Primary spinal oligodendroglioma with intracranial extension: a case report

Affiliations
Case Reports

Primary spinal oligodendroglioma with intracranial extension: a case report

George Bashour et al. Ann Med Surg (Lond). .

Abstract

Introduction: Primary spinal cord oligodendrogliomas (PSO) are sporadic tumors that arise from oligodendrocytes in the central nervous system (CNS). They can affect adults and children and make up about 2% of all intramedullary (IM) spinal tumors. Here, the authors present the second case in the literature of a primary spinal oligodendroglioma with intracranial extension.

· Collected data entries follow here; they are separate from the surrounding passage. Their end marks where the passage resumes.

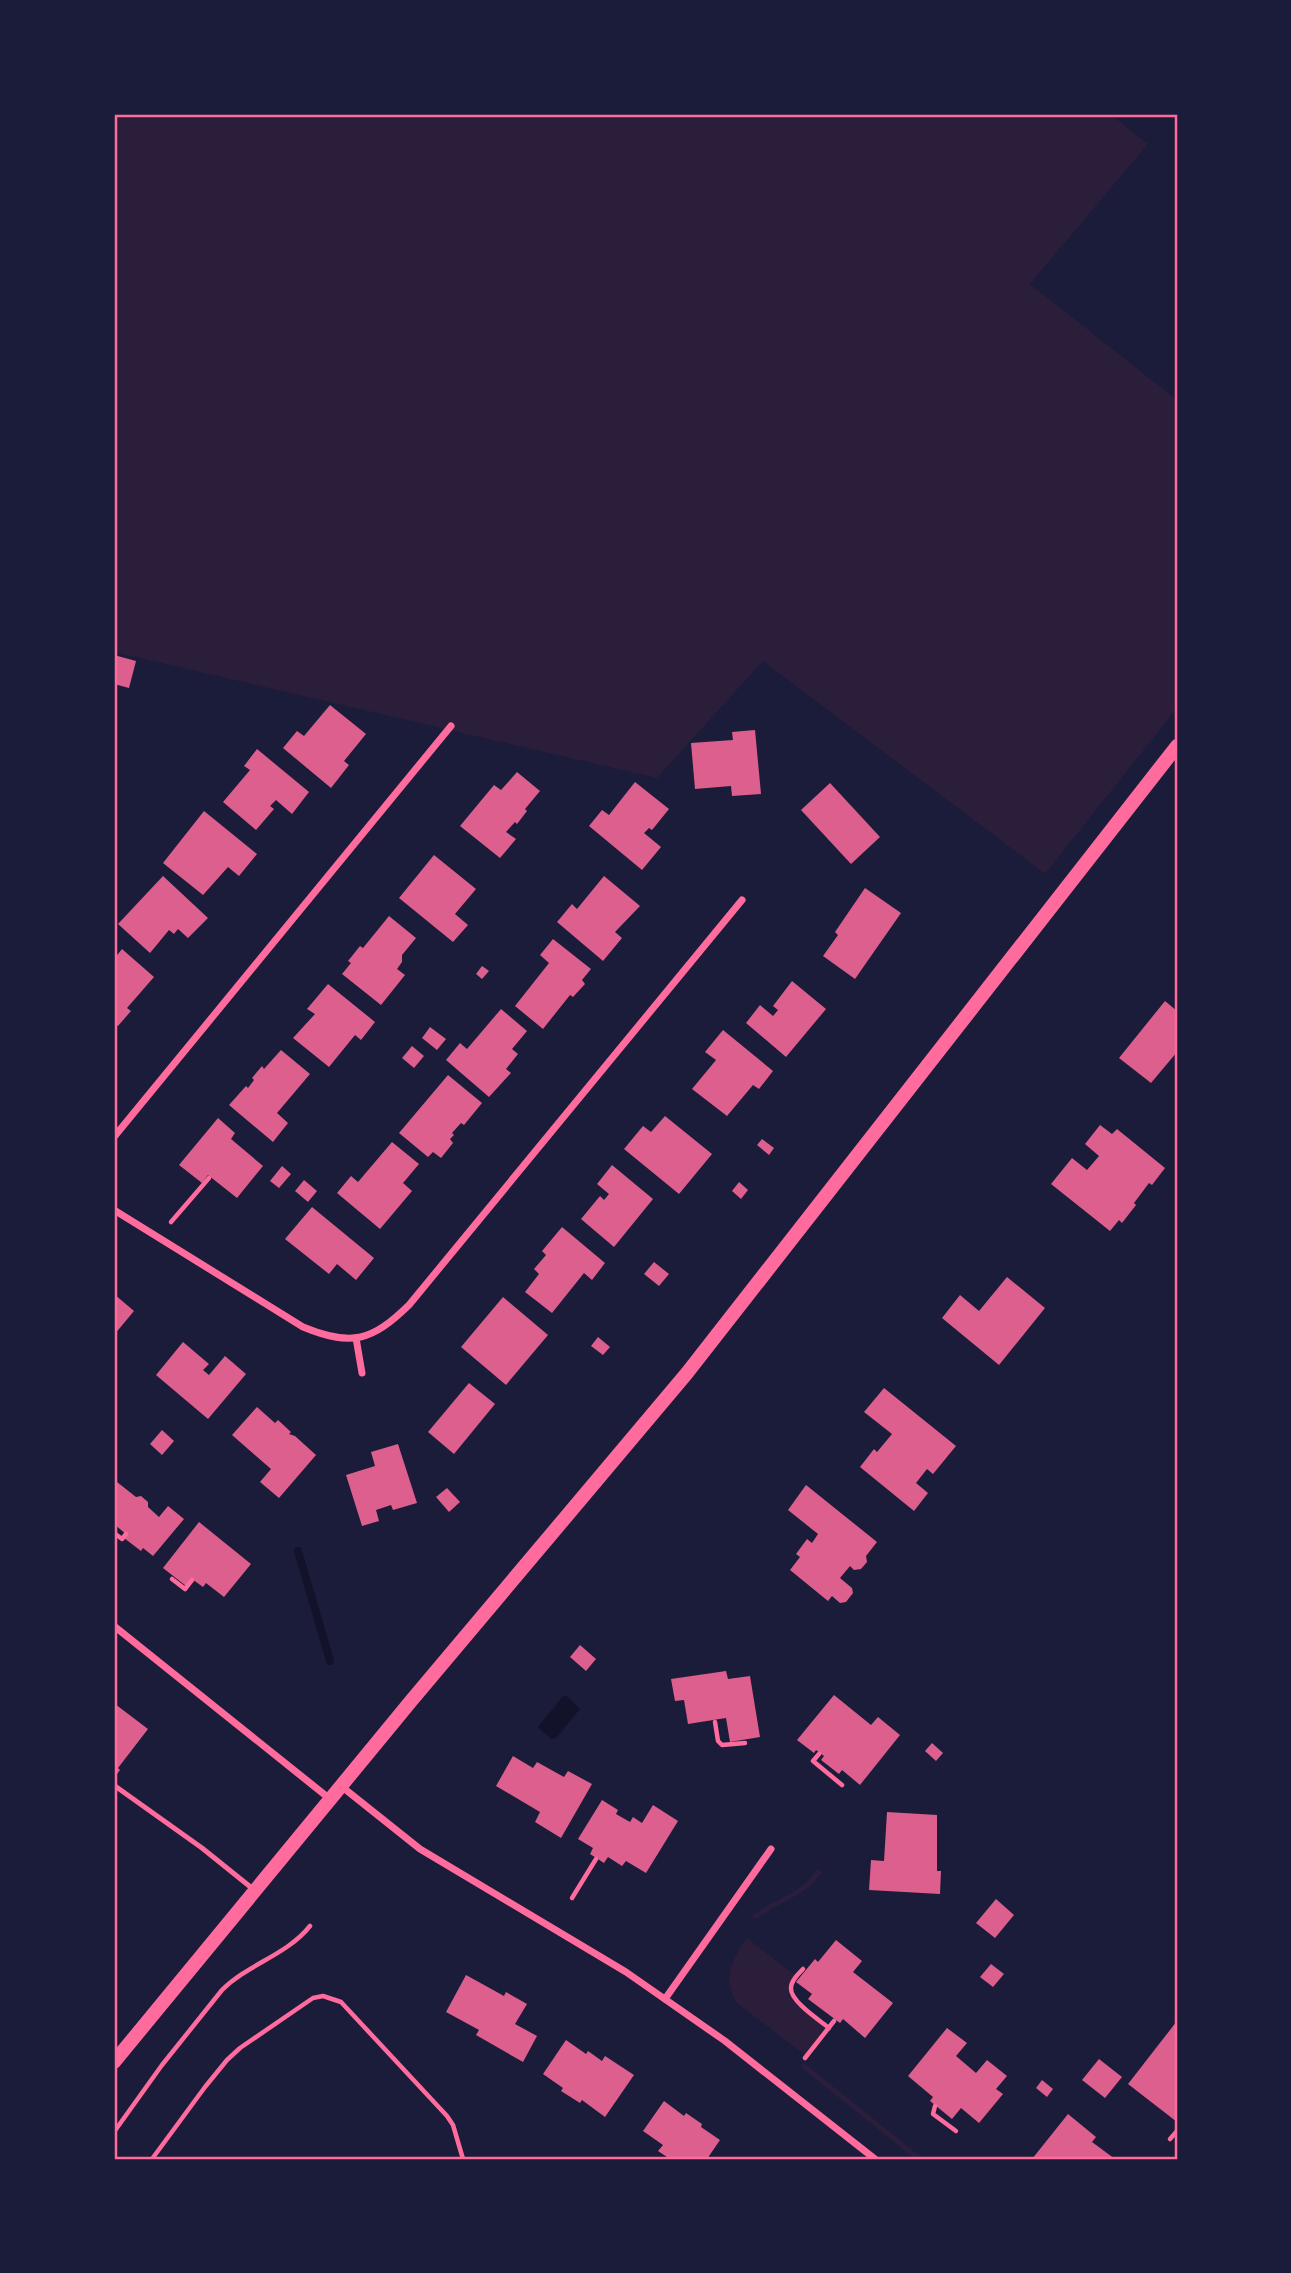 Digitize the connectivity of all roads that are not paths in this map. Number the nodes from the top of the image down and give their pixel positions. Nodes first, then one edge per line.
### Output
1 (452, 726) dead end
2 (1177, 746) edge
3 (743, 900) dead end
4 (114, 1137) edge
5 (114, 1210) edge
6 (356, 1338) junction
7 (362, 1373) dead end
8 (114, 1626) edge
9 (115, 1786) edge
10 (341, 1786) junction
11 (331, 1799) junction
12 (771, 1849) dead end
13 (255, 1890) junction
14 (665, 1999) junction
15 (114, 2062) edge
16 (875, 2159) edge

1 - 4 street
2 - 10 main road
3 - 6 street
5 - 6 street
6 - 7 street
8 - 11 street
9 - 13 lane
10 - 11 main road
10 - 14 street
11 - 13 main road
12 - 14 street
13 - 15 main road
14 - 16 street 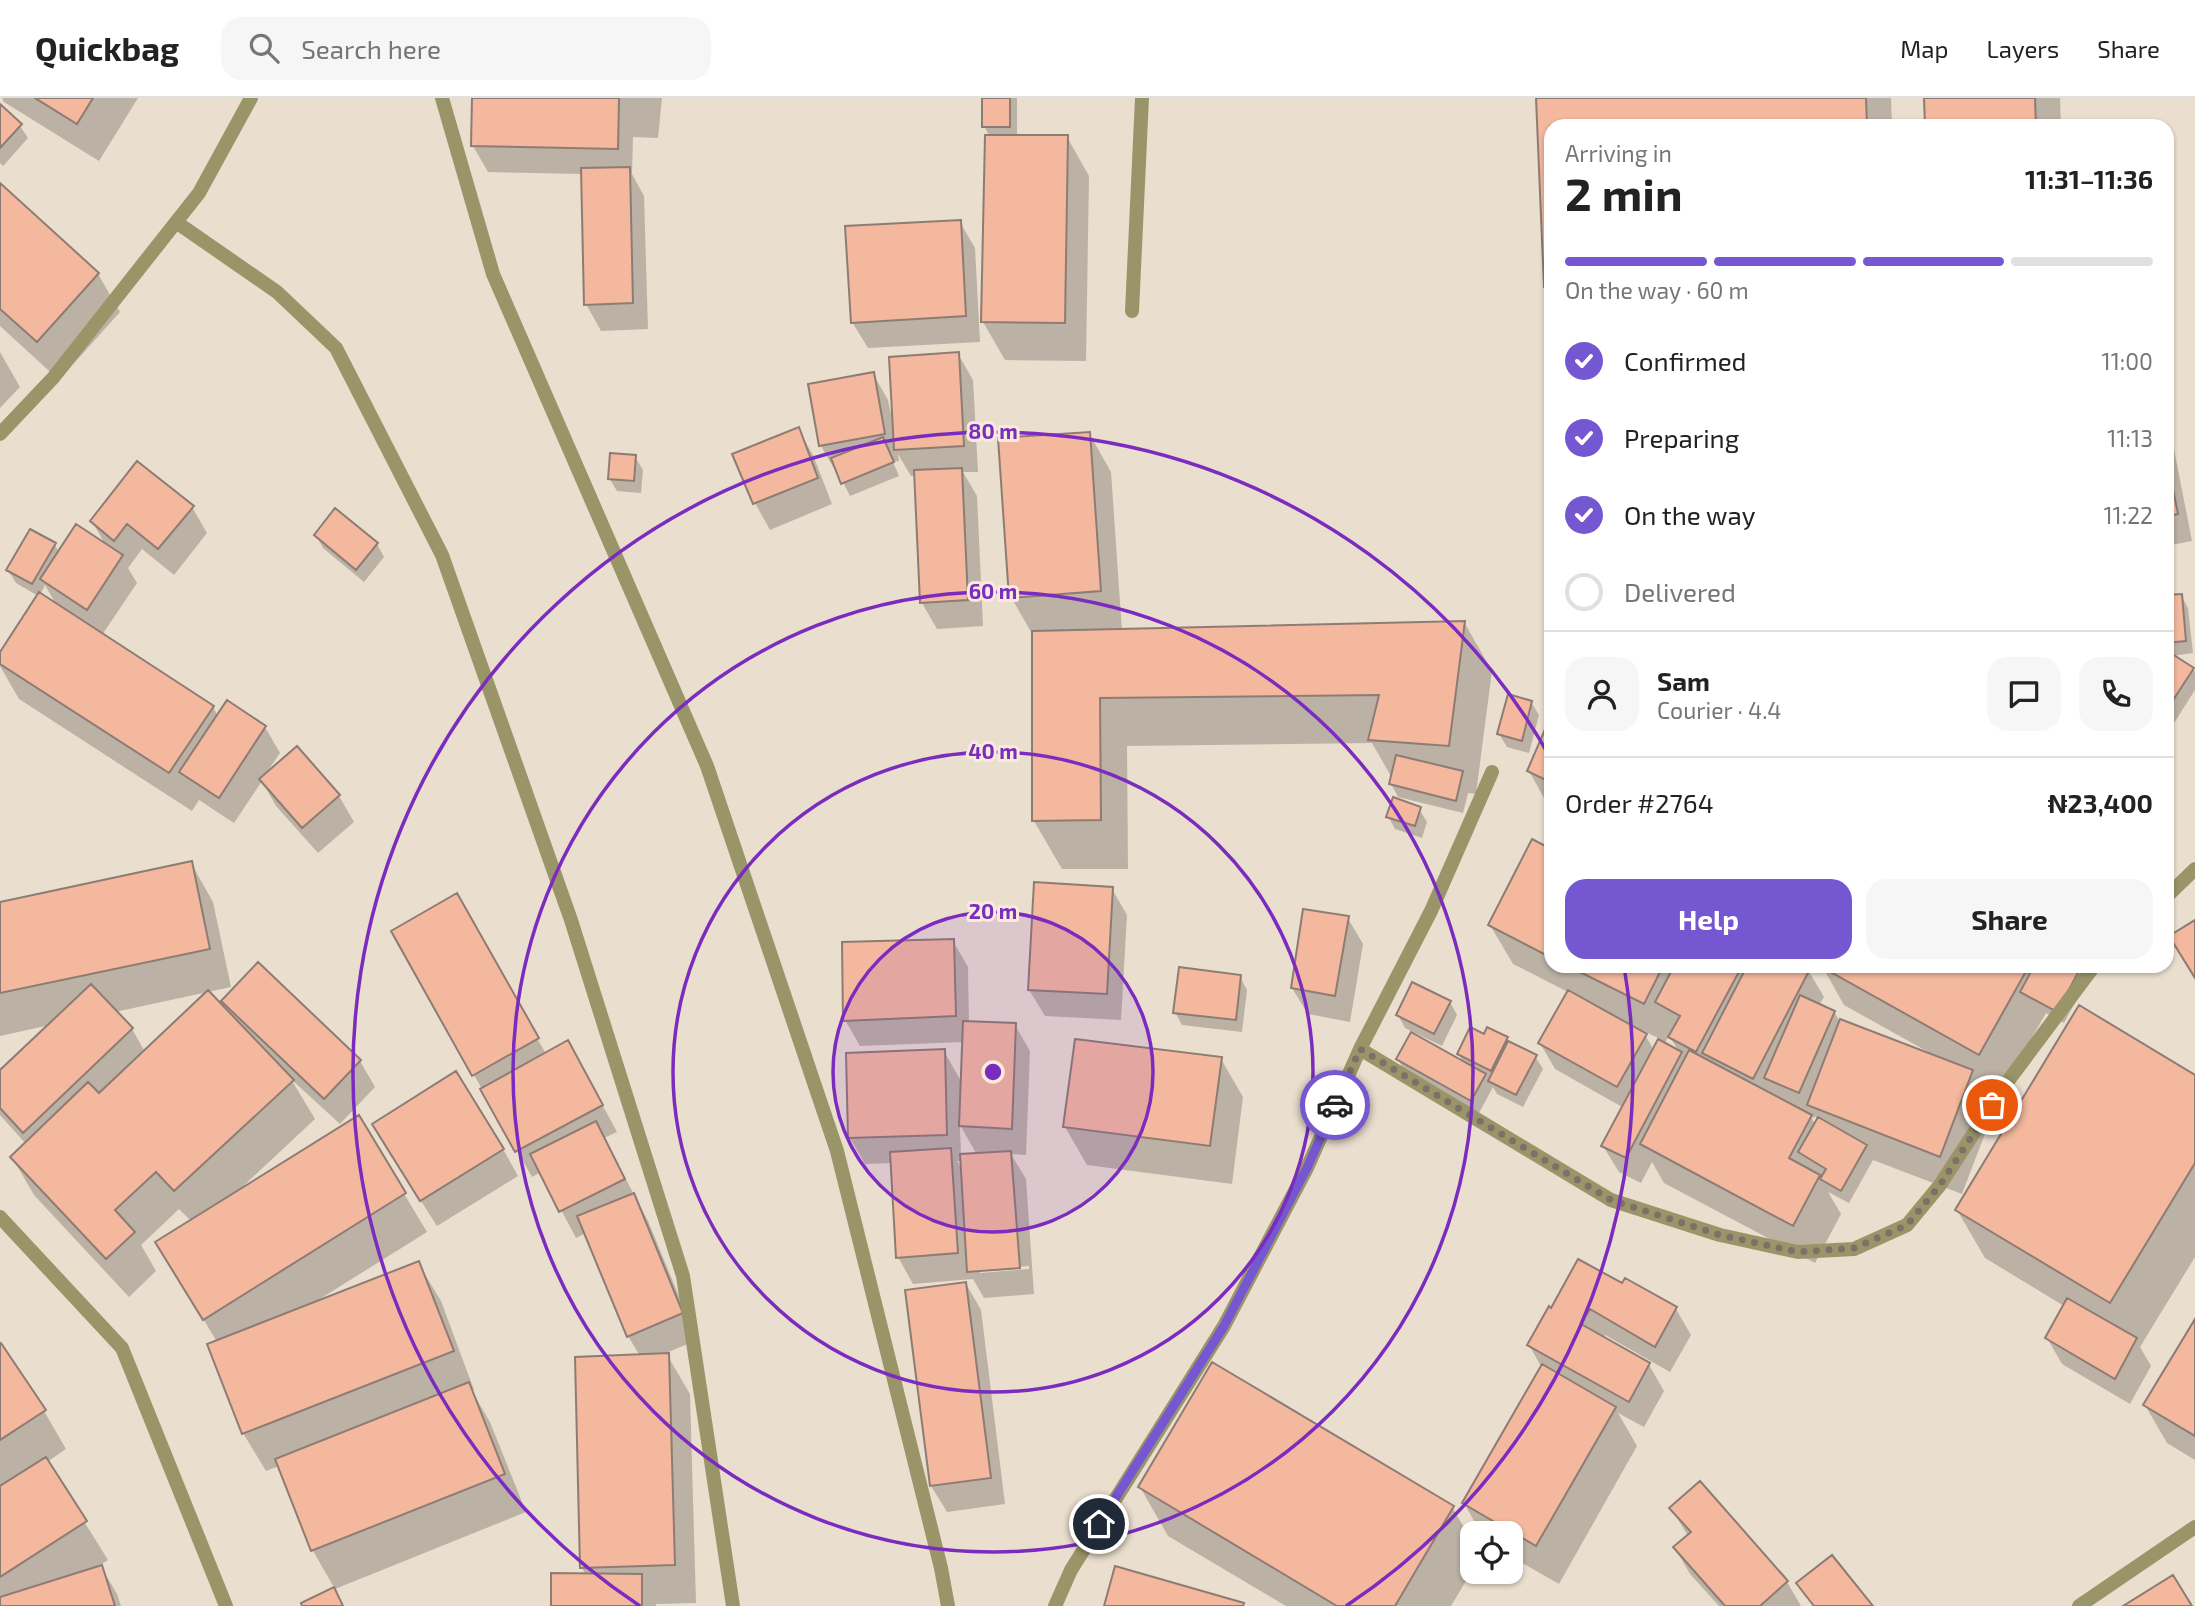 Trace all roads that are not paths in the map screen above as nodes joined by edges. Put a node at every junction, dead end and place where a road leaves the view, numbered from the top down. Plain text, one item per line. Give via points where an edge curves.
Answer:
1 (251, 98) edge
2 (442, 98) edge
3 (1142, 98) edge
4 (176, 222) junction
5 (1132, 311) dead end
6 (0, 434) edge
7 (1492, 772) dead end
8 (2195, 869) edge
9 (2174, 889) edge
10 (2089, 973) edge
11 (1360, 1049) junction
12 (0, 1217) edge
13 (2195, 1527) edge
14 (226, 1606) edge
15 (733, 1606) edge
16 (948, 1606) edge
17 (1055, 1606) edge
18 (2079, 1606) edge

1 - 4 street via 199,193
2 - 16 street via 493,274 707,766 837,1152
3 - 5 street
4 - 6 street via 53,378
4 - 15 street via 277,292 336,348 442,555 571,920 682,1276
7 - 11 street via 1431,911
8 - 9 street
10 - 11 street via 1907,1225 1854,1248 1798,1252 1720,1235 1611,1200
11 - 17 street via 1307,1168 1224,1326 1071,1570
12 - 14 street via 122,1348
13 - 18 street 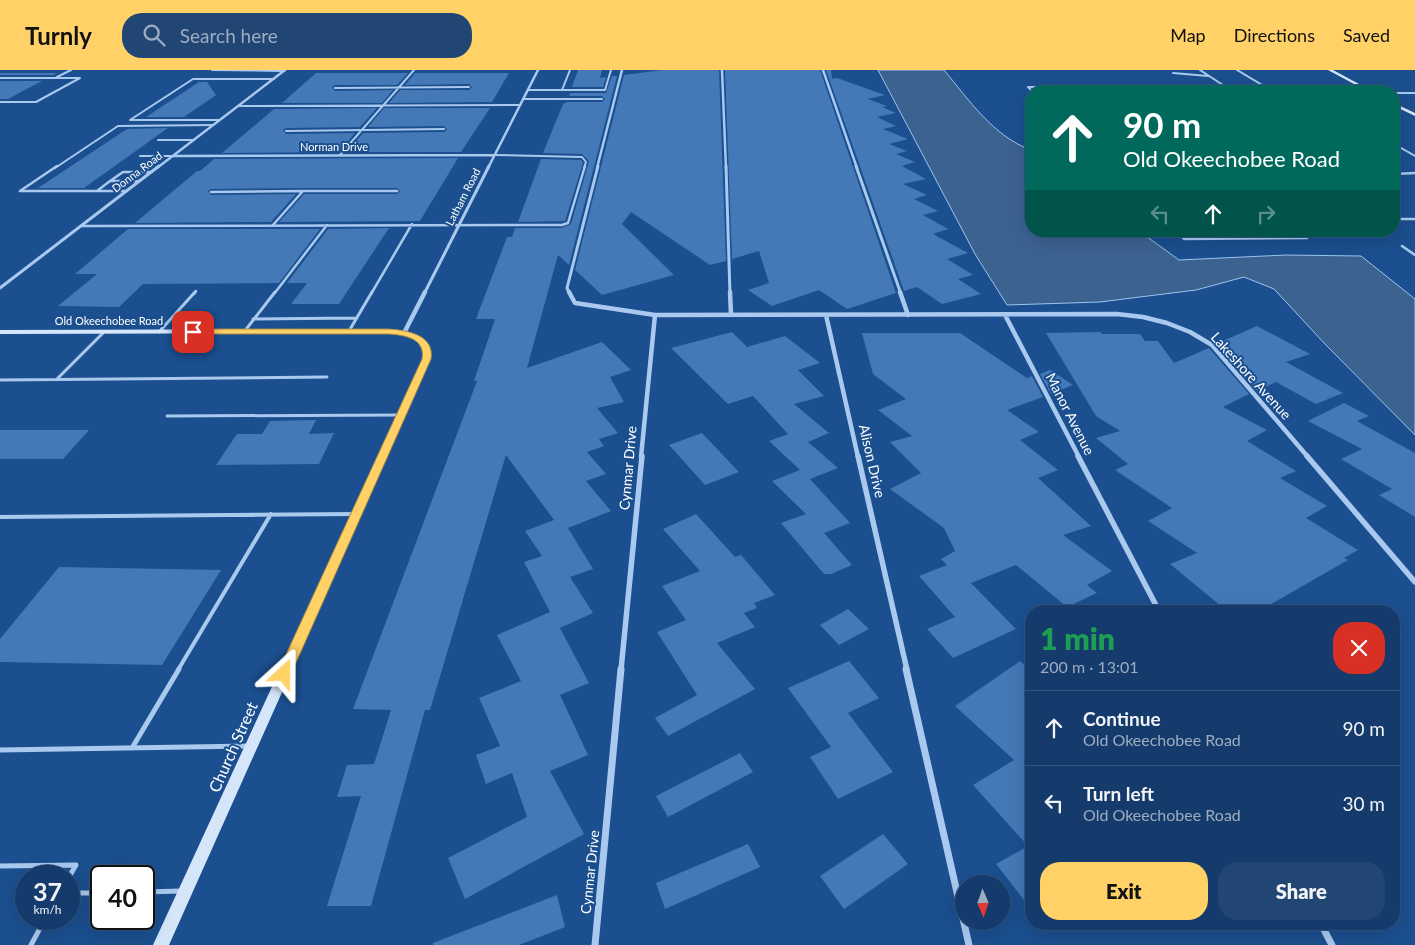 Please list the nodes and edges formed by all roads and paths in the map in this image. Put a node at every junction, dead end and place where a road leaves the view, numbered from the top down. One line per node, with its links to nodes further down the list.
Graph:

Presentation: A 28-year-old right-handed female presented to our emergency room severely malaised with left-sided hemiparesis, numbness, tingling, and urinary retention with positive Babinski and negative Hoffmann. MRI showed a widespread heterogeneous mass extending from the medulla to C7 with syringomyelia inferior to the mass. The mass was removed surgically, and her neurological condition improved rapidly. The gross, pathological exams, and immunohistochemistry confirmed the diagnosis of oligodendroglioma.

Discussion: Up until 2017, there have been 60 documented cases of PSO in the literature and we have found two more cases in our search between 2017 and 2023. Also, there has been only one case recorded with an intracranial extension, making our case the 63rd PSO case and the second one with cranial extension.

Conclusion: The golden standard for imaging is MRI. Surgical excision is the main treatment in the literature. Single-stage laminectomy showed promising results and surgical resection was the critical intervention to which the patient responded. This matches what was stated in the literature that surgery is the primary mode of treatment in PSO patients.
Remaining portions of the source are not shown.